It was soon observed that treatment of pulmonary edema w/ furosemide led to rapid improvement in dyspnea, sometimes before diuresis.
The mechanism of this effect was unknown.
ncbi.nlm.nih.gov/pmc/articles/P…
The first clue as to why came in a subsequent study in 1973.
It was noted that left ventricular (LV) filling pressures ⬇️ within 5 minutes of administering furosemide to patients w/ heart failure.
pubmed.ncbi.nlm.nih.gov/4697939/
In the same experiment, venous capacitance increased almost immediately after furosemide was given, while diuresis didn't start until 30 minutes later.
🔑Venodilation seemed to be the cause of the rapid fall in LV filling pressure.
pubmed.ncbi.nlm.nih.gov/4697939/
What, then, is the mechanism by which furosemide induces venodilation?
In a study in anuric dogs, pre-treatment w/ the NSAID indomethacin before furosemide prevented reduction in pulmonary capillary wedge pressure.
pubmed.ncbi.nlm.nih.gov/874816/
NSAIDs like indomethacin inhibit cyclooxygenase-1,2, blocking production of prostaglandins.
Prostaglandins have many physiologic effects, including acting as potent vaso/venodilators.
pubmed.ncbi.nlm.nih.gov/24900965/
🔑Since indomethacin inhibited furosemide's non-diuretic effects on LV filling pressure, this implicated prostaglandins as the mediators of furosemide-induced venodilation.
A subsequent study confirmed venodilation from furosemide, by way of prostaglandins.

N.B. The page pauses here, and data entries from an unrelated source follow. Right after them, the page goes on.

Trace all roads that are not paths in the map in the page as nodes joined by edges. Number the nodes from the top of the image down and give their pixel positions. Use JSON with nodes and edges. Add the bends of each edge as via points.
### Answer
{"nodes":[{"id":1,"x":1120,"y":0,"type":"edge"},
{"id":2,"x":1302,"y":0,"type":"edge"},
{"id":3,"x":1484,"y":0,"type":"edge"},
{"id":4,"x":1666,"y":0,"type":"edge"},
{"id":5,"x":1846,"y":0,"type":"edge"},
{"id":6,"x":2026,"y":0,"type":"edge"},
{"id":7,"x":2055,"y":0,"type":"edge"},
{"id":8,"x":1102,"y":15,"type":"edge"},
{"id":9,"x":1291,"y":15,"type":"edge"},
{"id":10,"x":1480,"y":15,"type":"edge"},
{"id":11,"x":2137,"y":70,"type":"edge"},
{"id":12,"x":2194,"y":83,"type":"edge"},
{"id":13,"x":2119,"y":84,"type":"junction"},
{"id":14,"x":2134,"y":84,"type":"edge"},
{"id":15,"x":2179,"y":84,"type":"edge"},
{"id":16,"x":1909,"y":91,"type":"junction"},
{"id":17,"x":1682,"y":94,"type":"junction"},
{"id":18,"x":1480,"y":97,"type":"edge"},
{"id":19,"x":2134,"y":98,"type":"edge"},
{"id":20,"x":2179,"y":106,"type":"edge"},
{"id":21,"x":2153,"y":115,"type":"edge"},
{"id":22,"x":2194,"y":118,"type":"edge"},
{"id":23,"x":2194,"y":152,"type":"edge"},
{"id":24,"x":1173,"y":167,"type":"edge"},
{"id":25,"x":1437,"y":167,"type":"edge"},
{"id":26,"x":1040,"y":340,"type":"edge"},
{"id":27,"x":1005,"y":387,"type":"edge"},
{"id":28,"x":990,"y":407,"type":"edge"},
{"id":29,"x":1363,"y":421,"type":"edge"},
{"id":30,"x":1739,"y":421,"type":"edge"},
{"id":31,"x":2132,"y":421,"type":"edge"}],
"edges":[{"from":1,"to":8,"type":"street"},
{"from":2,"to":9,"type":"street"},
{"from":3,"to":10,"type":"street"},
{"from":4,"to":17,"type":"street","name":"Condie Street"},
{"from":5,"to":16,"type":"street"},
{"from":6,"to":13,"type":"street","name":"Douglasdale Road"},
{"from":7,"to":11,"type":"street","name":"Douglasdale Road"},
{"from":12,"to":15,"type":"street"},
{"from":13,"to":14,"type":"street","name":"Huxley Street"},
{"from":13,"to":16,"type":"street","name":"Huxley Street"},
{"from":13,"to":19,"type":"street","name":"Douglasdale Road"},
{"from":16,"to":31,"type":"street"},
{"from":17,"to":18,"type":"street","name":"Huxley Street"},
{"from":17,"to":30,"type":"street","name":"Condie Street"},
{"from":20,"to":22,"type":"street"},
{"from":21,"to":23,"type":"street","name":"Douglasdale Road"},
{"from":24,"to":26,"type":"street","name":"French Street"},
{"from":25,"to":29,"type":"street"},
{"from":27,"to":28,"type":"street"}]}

Arterial + venous blood flow was recorded after furosemide infusion. While arteries didn't react, veins dilated ~70%.
💡This effect was blocked by indomethacin.
pubmed.ncbi.nlm.nih.gov/9323071/
A follow-up question: how does furosemide induce prostaglandin-mediated venodilation?
The leading theory: furosemide⬆️endothelial cell production of prostaglandins (as occurred below in bovine endothelial cells), but isn't itself a direct venodilator.
pubmed.ncbi.nlm.nih.gov/7996475/
Before wrapping up, a couple of caveats:
🔹The exact mechanism of how furosemide stimulates prostaglandin production isn't known
🔹Furosemide also induces nitric oxide synthesis, but this doesn't seem to be the primary source of venodilation
pubmed.ncbi.nlm.nih.gov/9323071/
Let's close with a fascinating clinical correlate.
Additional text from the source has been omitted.